Back to my everyday reality. My dad's speech therapist has my dad doing daily logs to keep track of his entire day (morning, afternoon, evening, appointments, phone calls, therapy sessions and to do's). It is actually a very helpful exercise, and it further confirms how significant my dad's memory loss is! On an aside, I really had no idea that speech therapists work on cognition and memory loss, but they do! This morning, just like every morning, after breakfast, I had my dad pull out his log to complete it for the end of the day yesterday before starting the current day. When you ask my dad what he did yesterday he has NO idea. Frankly he has no idea what he did a minute ago. So he needs a lot of support and coaching through the log. 

We have been watching the TV series, Heartland. It has 14 seasons and counting. We are in season 14, and my parents have watched the show from its beginning. Therefore, you would think the characters would be familiar to my dad. This morning I asked him about the Heartland episode we saw last night. He had no idea! I mean NONE! I then asked him about certain characters and he did not know who I meant. So I went over three characters with him.... a mother (Lou), daughter (Georgie), and the daughter's boyfriend (Quinn). My dad couldn't understand that Lou was Georgie's mom. He understood that Georgie was Lou's daughter, but he couldn't go the other way. In fact, he couldn't keep the three people straight at all, so I pulled out a piece of paper and I started a family tree. That seemed to help. 

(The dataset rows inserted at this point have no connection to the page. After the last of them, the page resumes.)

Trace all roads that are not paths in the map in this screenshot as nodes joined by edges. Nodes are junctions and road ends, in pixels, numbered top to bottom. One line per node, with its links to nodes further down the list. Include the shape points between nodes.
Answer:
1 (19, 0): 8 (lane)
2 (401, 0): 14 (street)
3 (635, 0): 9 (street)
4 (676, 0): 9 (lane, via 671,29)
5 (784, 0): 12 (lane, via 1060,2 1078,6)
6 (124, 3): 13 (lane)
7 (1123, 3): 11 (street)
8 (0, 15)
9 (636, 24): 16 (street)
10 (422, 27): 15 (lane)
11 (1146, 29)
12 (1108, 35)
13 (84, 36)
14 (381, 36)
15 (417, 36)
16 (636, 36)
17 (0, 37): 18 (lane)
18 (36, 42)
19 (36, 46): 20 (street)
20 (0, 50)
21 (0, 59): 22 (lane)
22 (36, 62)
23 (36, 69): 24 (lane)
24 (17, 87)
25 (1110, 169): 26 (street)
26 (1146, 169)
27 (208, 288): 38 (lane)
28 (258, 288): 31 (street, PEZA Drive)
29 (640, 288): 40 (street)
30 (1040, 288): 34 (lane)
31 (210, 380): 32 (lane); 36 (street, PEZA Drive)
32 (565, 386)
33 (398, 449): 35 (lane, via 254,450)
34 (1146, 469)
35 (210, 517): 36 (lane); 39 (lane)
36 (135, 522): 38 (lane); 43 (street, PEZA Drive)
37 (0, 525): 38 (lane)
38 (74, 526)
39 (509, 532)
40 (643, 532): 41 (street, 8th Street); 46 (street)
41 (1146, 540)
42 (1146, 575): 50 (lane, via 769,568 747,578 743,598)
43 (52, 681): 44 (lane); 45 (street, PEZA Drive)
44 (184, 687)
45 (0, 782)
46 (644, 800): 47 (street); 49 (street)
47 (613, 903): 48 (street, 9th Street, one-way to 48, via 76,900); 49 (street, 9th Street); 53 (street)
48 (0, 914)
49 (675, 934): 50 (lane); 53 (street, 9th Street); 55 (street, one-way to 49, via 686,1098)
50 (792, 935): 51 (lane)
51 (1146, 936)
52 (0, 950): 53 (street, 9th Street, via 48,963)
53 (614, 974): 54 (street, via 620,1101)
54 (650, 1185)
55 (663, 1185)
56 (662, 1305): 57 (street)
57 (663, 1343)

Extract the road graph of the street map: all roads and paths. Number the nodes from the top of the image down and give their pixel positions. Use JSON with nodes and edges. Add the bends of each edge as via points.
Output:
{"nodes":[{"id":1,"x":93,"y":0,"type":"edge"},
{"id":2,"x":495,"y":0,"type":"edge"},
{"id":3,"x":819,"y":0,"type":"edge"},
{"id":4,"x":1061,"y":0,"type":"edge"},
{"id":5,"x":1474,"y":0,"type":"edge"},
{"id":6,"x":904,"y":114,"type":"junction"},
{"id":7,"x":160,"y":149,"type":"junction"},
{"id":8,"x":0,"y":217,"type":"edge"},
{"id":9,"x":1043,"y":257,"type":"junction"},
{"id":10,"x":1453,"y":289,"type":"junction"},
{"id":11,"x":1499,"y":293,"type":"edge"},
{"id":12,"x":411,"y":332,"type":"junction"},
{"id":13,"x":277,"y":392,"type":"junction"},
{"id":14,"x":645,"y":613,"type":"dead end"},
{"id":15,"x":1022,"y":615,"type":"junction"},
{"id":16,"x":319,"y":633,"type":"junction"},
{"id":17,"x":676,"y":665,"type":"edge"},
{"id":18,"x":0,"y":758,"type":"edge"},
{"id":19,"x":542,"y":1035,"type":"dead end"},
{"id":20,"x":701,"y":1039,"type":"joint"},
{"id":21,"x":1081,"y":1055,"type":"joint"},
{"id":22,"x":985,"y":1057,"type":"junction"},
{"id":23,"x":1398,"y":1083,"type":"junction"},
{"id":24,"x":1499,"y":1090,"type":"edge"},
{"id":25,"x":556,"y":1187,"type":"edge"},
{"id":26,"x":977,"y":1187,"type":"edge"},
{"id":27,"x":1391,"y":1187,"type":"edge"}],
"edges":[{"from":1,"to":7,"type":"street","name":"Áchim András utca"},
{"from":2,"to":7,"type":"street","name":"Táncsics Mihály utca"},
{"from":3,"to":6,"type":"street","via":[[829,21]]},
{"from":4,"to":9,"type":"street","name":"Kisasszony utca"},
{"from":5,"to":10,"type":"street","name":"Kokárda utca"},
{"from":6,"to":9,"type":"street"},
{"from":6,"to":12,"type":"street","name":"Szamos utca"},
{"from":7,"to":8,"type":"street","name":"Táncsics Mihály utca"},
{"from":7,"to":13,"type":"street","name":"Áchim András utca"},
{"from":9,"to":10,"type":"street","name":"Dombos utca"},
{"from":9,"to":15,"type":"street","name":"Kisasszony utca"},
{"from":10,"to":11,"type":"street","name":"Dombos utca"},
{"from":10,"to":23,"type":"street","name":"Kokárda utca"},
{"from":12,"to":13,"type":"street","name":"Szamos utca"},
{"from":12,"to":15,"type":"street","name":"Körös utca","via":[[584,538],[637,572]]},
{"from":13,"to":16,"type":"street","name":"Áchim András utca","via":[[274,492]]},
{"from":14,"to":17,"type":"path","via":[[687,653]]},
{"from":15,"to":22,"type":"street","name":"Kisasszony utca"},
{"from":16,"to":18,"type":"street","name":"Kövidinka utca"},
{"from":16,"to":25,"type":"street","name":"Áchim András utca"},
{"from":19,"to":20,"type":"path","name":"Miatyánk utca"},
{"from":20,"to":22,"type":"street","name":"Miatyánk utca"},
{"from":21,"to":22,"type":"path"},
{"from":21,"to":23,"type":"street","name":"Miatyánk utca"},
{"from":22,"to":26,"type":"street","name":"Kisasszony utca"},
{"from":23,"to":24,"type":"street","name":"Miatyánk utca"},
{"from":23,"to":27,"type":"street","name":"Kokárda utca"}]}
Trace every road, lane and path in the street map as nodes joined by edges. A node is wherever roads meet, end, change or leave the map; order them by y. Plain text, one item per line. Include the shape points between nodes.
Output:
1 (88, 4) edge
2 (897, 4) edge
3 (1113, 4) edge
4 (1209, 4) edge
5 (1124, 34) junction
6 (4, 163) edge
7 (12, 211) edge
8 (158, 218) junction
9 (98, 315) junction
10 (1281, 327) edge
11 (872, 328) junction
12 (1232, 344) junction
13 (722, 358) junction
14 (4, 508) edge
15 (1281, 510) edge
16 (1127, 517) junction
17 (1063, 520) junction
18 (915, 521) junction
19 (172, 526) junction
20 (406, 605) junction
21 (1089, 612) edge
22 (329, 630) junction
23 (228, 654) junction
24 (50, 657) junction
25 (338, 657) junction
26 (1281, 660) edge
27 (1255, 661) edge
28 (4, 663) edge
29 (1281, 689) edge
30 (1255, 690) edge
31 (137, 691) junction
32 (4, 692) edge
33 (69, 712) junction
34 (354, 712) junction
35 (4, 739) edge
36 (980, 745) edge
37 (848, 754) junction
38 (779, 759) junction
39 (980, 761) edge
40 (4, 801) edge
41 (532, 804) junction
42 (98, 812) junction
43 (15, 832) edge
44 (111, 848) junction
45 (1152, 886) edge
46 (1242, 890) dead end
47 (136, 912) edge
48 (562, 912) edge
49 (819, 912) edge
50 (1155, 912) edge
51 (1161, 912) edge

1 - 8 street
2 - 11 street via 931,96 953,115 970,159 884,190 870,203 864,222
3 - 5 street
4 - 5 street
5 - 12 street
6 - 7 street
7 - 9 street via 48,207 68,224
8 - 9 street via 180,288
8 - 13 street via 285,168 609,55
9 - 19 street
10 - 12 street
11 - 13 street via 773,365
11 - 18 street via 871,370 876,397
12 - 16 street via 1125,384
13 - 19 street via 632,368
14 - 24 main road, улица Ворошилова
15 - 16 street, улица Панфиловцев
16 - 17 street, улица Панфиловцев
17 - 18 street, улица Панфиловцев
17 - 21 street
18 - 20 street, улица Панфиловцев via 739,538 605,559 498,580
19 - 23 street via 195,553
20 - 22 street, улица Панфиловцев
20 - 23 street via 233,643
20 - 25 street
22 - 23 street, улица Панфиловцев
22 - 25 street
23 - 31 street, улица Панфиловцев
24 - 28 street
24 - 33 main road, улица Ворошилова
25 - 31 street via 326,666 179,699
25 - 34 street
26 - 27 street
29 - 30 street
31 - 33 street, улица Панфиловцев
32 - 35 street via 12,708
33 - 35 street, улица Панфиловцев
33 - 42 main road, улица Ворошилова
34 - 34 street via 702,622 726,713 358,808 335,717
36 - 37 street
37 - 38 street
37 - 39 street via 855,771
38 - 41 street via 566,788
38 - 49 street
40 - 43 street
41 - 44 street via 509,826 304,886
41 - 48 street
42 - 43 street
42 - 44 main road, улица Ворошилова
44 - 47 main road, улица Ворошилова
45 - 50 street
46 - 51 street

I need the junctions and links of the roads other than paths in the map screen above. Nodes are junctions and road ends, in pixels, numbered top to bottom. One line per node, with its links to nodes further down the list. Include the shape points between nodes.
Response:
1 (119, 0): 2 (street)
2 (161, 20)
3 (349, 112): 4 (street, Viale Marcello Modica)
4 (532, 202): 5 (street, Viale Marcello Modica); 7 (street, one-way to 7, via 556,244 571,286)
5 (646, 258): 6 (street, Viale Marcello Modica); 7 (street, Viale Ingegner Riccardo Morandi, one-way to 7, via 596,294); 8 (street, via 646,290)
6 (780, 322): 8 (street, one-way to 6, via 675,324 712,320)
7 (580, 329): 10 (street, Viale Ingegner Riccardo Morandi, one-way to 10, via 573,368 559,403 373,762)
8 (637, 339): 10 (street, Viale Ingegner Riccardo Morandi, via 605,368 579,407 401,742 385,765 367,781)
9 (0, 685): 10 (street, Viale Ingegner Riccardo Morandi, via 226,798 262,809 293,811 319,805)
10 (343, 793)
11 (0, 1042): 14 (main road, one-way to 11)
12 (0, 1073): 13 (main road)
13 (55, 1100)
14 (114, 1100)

What gets me laughing is when I ask my dad what he did yesterday..... his first response will be.... I went walking. What is hysterical about this is he rarely walks unless prodded to move his body. This is not necessarily dementia related, this is historically who he is! But I find it fascinating that in his mind, he is constantly walking and exercising. When I laugh, he thinks I am laughing at his memory loss. I correct him that I am in NO WAY laughing at that, but I just find it funny that he perceives himself doing all this walking. His therapists want him walking once an hour! Ridiculous for a person like him, but I just bought him a pedometer today and I think it will help him see his level of activity or LACK THERE OF, by seeing his daily step counts.